## Instructions for the task:
State the number of lines in the following material that contain the string "Drive", and nothing else.

## Information shown:
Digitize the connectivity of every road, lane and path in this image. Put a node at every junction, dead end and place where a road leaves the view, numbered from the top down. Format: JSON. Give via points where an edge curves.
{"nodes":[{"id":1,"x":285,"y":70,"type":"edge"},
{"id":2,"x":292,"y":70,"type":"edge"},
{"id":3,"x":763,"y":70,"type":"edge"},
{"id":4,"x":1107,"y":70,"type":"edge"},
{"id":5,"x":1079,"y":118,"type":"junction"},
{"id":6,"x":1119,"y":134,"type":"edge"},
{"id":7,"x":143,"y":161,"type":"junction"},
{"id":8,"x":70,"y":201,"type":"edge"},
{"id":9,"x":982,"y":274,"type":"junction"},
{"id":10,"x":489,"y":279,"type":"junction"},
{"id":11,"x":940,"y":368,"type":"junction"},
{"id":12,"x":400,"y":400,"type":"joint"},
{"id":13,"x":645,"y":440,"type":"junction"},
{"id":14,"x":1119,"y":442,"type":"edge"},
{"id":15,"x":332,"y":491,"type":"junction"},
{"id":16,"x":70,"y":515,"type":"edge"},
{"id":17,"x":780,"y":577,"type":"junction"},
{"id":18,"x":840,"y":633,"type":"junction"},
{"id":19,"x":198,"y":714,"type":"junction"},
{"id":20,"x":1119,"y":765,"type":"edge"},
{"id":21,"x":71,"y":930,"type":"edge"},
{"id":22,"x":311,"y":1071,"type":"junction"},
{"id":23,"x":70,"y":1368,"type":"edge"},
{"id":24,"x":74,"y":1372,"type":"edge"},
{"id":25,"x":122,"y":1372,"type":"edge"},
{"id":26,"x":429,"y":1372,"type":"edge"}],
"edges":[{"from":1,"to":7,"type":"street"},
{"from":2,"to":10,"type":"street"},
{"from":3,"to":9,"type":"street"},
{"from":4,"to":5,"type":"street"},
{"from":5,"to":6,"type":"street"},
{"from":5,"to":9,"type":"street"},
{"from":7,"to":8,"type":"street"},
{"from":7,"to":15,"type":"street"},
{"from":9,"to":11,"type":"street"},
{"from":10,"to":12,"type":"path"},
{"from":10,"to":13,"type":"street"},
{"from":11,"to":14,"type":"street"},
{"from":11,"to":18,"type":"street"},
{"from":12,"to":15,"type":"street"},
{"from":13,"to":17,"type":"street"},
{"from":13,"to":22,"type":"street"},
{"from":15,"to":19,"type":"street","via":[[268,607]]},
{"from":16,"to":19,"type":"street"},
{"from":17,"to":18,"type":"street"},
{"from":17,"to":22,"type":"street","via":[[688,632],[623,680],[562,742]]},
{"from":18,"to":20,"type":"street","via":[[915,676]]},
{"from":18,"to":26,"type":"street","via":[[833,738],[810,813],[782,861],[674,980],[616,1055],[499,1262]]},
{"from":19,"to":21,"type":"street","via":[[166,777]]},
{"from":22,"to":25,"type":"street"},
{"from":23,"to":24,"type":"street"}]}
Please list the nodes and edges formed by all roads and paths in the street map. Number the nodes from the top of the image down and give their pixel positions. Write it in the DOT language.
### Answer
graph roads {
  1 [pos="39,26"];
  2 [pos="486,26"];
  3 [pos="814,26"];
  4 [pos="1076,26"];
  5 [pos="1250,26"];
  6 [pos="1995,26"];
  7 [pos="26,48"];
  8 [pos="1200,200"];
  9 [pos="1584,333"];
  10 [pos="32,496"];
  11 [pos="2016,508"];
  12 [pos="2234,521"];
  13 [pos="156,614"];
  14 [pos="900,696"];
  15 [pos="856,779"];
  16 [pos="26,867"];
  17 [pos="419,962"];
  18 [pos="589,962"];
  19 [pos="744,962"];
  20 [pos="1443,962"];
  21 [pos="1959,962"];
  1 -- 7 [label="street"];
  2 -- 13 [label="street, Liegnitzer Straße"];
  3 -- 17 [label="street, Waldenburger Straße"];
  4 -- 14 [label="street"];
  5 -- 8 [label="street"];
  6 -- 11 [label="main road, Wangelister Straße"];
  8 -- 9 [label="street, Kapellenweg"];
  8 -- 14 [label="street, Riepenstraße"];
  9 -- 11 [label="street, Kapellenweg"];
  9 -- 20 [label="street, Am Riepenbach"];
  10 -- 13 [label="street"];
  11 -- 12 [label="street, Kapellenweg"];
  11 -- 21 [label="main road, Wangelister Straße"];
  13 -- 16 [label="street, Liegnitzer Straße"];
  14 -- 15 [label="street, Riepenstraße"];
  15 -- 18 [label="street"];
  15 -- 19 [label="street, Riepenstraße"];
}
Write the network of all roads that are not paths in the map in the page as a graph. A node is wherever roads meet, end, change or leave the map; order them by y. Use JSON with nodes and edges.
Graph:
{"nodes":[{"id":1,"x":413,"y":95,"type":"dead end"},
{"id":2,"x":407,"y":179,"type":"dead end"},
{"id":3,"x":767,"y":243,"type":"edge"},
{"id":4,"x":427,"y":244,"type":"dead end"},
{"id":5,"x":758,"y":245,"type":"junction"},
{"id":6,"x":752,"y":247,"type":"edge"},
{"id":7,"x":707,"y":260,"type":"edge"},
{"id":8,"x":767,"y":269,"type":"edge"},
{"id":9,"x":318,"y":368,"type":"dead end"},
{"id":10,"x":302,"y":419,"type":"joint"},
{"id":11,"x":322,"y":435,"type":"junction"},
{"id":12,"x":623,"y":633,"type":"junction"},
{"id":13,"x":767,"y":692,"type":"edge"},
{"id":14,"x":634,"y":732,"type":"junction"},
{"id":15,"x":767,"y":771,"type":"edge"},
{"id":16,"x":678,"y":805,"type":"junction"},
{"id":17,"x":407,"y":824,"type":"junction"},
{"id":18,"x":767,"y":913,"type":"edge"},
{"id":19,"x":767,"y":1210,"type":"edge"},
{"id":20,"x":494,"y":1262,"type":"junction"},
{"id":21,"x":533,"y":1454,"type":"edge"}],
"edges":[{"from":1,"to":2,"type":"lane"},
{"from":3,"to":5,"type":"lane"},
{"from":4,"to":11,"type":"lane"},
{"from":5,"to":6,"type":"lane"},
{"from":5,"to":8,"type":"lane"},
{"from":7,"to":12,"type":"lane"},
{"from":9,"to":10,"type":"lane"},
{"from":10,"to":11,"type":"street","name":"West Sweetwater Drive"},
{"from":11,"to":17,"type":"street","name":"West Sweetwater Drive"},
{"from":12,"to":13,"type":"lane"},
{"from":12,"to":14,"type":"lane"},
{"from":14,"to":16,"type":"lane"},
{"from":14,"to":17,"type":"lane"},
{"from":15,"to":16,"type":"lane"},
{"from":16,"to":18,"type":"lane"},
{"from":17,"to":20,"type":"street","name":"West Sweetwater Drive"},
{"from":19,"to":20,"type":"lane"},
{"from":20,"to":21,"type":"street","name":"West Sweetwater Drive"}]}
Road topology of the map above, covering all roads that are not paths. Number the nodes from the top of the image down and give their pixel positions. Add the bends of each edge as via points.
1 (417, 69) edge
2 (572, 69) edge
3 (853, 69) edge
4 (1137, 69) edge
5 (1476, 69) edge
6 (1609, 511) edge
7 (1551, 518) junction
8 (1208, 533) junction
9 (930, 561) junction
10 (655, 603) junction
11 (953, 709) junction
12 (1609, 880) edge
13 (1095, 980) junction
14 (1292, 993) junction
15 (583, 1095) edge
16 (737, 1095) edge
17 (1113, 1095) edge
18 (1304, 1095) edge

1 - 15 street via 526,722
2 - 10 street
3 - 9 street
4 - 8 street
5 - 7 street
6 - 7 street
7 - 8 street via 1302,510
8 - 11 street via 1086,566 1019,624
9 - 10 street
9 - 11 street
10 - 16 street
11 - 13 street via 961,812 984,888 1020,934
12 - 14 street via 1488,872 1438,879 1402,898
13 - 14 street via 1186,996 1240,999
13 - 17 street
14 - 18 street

## Task answer:
4